La vocación docente genera un sinfín de discusiones que requieren no sólo compromiso sino también políticas tendientes a mejorar la calidad de la formación. Pero aparte, es necesario cambiar la mirada de quienes forman a esos futuros maestros para lograr congeniar la realidad del aula con lo que se enseña. Así se darán más herramientas a ese alumno que, una vez que se pare frente al aula, podrá saber cómo actuar.
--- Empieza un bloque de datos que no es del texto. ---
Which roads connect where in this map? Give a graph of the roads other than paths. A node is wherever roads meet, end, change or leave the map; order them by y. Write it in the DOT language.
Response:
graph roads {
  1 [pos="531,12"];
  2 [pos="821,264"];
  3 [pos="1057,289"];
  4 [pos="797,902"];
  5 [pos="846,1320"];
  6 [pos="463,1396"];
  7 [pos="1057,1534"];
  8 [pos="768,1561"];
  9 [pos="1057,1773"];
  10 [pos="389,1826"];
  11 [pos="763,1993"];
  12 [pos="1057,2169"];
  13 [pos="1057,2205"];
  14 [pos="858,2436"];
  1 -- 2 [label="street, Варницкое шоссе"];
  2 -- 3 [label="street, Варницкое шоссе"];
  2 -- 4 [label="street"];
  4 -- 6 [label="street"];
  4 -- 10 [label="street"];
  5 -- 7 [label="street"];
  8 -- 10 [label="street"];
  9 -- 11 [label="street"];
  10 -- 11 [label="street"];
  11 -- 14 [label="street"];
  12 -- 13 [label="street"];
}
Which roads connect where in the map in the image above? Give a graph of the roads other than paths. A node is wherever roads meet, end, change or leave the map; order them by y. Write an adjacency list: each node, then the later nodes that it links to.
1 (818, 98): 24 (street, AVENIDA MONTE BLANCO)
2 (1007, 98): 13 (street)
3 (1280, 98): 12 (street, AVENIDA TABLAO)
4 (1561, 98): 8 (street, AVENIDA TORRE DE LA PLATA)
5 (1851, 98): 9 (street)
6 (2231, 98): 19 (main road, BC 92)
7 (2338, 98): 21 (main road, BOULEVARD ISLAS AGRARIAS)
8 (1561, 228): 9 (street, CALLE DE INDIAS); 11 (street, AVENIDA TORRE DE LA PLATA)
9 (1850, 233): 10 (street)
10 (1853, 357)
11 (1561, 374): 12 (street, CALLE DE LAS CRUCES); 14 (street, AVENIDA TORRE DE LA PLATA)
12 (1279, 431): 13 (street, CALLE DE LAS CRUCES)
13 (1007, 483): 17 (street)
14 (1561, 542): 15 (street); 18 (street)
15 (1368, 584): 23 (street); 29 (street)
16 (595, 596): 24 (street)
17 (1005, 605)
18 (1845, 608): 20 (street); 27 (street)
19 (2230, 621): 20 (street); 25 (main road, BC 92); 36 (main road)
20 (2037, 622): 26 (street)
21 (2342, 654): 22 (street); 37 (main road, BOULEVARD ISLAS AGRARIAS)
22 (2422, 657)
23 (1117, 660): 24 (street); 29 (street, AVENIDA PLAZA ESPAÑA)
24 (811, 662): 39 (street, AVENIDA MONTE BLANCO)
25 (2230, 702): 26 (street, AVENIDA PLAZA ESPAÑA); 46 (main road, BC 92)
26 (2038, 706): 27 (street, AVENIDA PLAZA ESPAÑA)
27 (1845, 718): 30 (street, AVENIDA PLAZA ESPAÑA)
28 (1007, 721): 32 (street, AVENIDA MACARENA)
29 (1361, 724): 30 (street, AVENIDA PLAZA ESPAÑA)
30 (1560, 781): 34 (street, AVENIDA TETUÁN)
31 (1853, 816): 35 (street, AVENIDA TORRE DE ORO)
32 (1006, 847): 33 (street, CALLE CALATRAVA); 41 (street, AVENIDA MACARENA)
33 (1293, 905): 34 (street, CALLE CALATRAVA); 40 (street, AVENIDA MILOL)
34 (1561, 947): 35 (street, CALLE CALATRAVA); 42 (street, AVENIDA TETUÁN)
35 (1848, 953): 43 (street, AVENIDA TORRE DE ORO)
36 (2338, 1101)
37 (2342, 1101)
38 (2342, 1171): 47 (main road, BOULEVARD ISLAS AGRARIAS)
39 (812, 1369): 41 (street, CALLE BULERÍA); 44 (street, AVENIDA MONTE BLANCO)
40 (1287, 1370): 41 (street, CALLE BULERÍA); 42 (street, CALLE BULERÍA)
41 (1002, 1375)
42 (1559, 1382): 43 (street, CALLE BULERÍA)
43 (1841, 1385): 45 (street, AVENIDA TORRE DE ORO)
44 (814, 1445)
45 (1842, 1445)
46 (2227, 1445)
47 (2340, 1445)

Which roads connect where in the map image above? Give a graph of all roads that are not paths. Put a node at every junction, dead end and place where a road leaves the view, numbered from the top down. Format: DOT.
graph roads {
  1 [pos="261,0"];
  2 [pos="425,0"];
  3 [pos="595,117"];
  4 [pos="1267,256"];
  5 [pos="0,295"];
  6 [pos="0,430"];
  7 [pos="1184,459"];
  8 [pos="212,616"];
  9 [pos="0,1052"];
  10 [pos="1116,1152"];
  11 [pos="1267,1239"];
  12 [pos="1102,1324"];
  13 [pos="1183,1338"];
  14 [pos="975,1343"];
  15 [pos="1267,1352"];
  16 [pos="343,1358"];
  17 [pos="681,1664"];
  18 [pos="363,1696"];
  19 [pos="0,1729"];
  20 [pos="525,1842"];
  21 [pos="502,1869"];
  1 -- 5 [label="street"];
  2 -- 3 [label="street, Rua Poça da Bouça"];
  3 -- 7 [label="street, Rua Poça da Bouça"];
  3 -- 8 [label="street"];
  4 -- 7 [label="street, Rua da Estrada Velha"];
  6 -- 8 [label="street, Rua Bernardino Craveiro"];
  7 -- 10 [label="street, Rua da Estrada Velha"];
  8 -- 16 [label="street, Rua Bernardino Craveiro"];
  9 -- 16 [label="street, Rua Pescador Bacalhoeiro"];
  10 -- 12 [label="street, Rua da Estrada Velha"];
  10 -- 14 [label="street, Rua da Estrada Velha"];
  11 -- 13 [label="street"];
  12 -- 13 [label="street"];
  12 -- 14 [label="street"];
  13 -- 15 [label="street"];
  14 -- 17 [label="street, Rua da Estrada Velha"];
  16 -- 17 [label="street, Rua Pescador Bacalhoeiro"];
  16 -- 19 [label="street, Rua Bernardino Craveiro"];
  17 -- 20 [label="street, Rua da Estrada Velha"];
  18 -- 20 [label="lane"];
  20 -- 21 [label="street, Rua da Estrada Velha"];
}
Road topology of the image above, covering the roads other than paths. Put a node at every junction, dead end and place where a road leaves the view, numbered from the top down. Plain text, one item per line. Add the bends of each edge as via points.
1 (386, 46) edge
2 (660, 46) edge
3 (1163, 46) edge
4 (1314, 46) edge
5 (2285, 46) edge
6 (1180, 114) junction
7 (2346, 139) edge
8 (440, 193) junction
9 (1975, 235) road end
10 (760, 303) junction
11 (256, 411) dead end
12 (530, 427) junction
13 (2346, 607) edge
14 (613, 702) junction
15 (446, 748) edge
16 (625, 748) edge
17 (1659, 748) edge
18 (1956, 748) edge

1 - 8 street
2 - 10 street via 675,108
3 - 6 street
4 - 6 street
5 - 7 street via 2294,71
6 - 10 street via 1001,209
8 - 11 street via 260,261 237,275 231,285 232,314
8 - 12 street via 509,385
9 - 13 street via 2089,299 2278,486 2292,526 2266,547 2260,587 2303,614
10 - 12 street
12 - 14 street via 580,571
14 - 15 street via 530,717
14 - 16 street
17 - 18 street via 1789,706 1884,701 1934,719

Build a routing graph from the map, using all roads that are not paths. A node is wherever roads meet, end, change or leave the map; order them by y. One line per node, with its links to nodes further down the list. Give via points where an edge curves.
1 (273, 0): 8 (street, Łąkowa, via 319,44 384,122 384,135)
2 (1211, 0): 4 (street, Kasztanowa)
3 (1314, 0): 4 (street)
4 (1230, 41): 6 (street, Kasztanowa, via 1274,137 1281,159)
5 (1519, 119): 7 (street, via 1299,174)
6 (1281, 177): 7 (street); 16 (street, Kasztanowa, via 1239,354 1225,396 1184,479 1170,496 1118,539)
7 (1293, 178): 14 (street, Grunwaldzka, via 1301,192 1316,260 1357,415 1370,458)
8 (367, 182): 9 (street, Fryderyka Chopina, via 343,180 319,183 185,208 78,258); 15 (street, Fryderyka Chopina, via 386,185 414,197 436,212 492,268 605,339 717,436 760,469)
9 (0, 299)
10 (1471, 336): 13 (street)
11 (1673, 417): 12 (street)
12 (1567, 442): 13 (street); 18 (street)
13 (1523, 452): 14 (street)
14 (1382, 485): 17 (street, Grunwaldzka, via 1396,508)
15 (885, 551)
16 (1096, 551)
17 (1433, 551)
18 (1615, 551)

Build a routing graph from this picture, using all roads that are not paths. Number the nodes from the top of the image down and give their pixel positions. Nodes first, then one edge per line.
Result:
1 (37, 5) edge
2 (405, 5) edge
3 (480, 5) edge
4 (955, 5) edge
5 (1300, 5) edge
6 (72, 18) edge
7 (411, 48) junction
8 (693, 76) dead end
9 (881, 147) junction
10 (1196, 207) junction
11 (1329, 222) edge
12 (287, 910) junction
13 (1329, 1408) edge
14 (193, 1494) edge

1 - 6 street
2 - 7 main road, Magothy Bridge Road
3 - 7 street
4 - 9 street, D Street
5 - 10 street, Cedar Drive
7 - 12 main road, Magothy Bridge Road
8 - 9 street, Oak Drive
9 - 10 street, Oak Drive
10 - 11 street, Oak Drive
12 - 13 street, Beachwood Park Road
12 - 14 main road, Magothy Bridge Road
"Cuando uno piensa en la formación docente hay que hacerlo desde el lugar de la utopía, de la esperanza, el optimismo, de la línea de que se puede", considera Hermida. A lo que añade: "Si dejamos instalado que estamos atravesando una crisis en la educación y eso nos paraliza, no vamos a poder salir. Hay que empezar a recorrer un camino hacia adelante y creo que se puede y estamos en un momento de oportunidades".

A lo que Castro acota: "En este contexto es necesario la formación de un docente abierto a los cambios, crítico de su propia práctica y generador de espacios multiculturales. Por otra parte es imprescindible que el docente se capacite permanentemente y revitalice el entusiasmo de la vocación". Y Moreira asegura: "Es muy importante no perder de vista el contexto del estudiante y ayudarlo a que su trayecto formativo sea favorable, no sea exclusivo. El tema es que hay mucha añoranza en muchos docentes que dicen: alumnos eran los de antes, pero ya no van a volver.

Entonces tenemos que ver qué hacemos".

Para los directores, no hay dudas de que la institución "tiene que estar siempre adecuando estrategias para que este futuro docente que ingresa hoy, salga en 4 años siendo bueno en lo que hace".